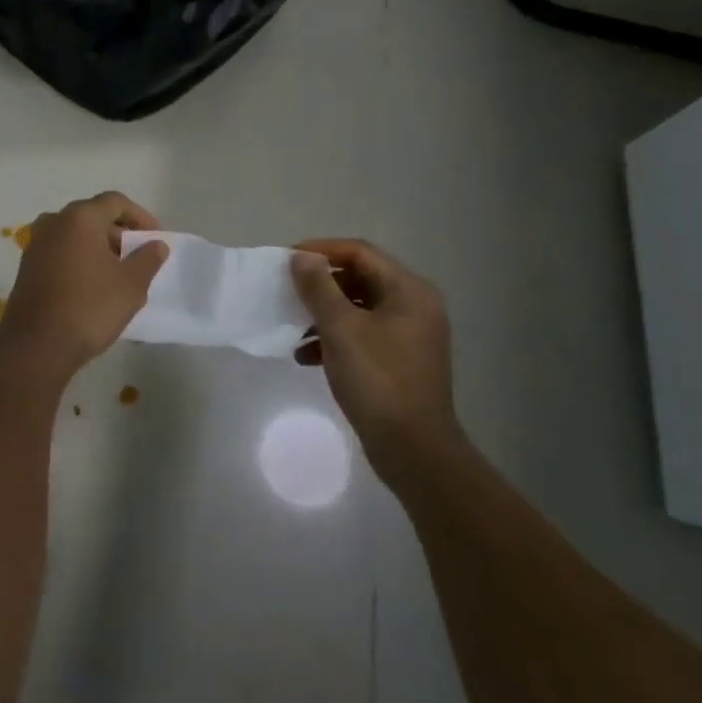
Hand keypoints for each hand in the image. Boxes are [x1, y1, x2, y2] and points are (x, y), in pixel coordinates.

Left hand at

——

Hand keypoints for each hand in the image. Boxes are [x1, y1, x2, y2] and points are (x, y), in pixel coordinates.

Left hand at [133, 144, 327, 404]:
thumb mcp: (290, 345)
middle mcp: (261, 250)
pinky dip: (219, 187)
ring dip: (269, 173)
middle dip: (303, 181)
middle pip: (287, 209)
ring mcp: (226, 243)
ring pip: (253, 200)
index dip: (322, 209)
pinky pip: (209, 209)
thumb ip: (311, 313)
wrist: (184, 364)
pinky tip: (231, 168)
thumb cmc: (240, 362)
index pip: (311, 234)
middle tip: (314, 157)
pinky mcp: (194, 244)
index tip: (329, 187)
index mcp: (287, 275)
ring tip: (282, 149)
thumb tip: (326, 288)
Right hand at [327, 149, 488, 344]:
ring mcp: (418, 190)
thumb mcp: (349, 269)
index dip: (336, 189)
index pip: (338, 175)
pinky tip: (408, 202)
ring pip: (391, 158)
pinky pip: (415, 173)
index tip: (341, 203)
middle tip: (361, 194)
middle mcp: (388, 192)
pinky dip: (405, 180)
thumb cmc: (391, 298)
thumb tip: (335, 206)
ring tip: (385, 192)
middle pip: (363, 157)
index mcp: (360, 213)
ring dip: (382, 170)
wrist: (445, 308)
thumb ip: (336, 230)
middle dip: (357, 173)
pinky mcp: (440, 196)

——

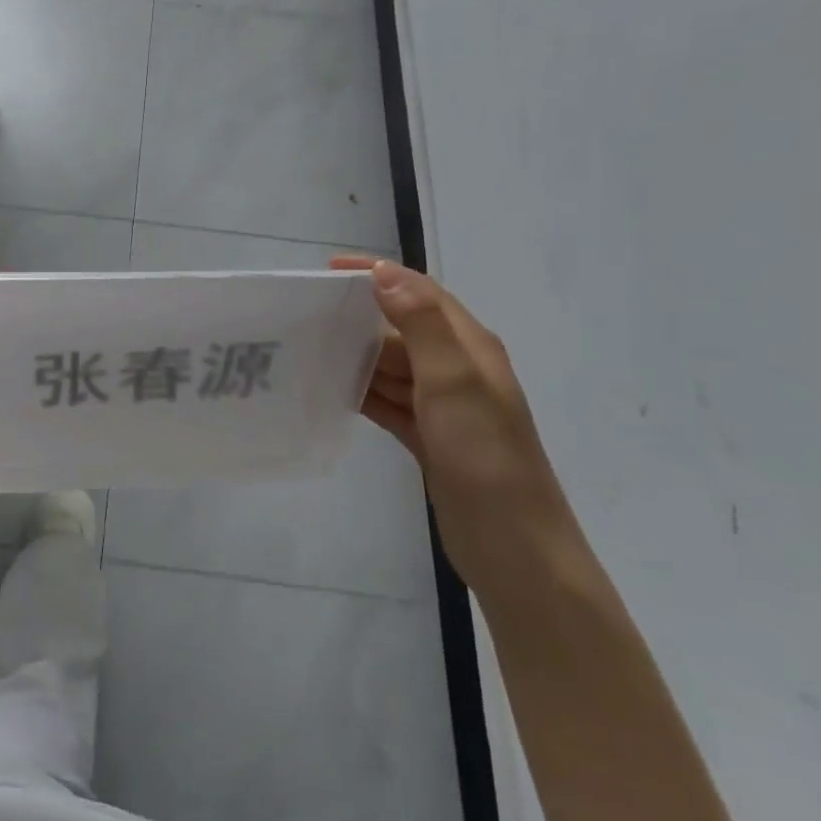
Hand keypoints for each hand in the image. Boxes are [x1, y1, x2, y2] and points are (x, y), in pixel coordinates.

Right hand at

——

Directions
As the answer, set down only the lines from the data above between the one holding "pinky tip: (408, 202)" and the one holding "pinky mcp: (440, 196)", inclusive, exactly as they read.

Result for this task
pinky tip: (408, 202)
ring pip: (391, 158)
pinky pip: (415, 173)
index tip: (341, 203)
middle tip: (361, 194)
middle mcp: (388, 192)
pinky dip: (405, 180)
thumb cmc: (391, 298)
thumb tip: (335, 206)
ring tip: (385, 192)
middle pip: (363, 157)
index mcp: (360, 213)
ring dip: (382, 170)
wrist: (445, 308)
thumb ip: (336, 230)
middle dip: (357, 173)
pinky mcp: (440, 196)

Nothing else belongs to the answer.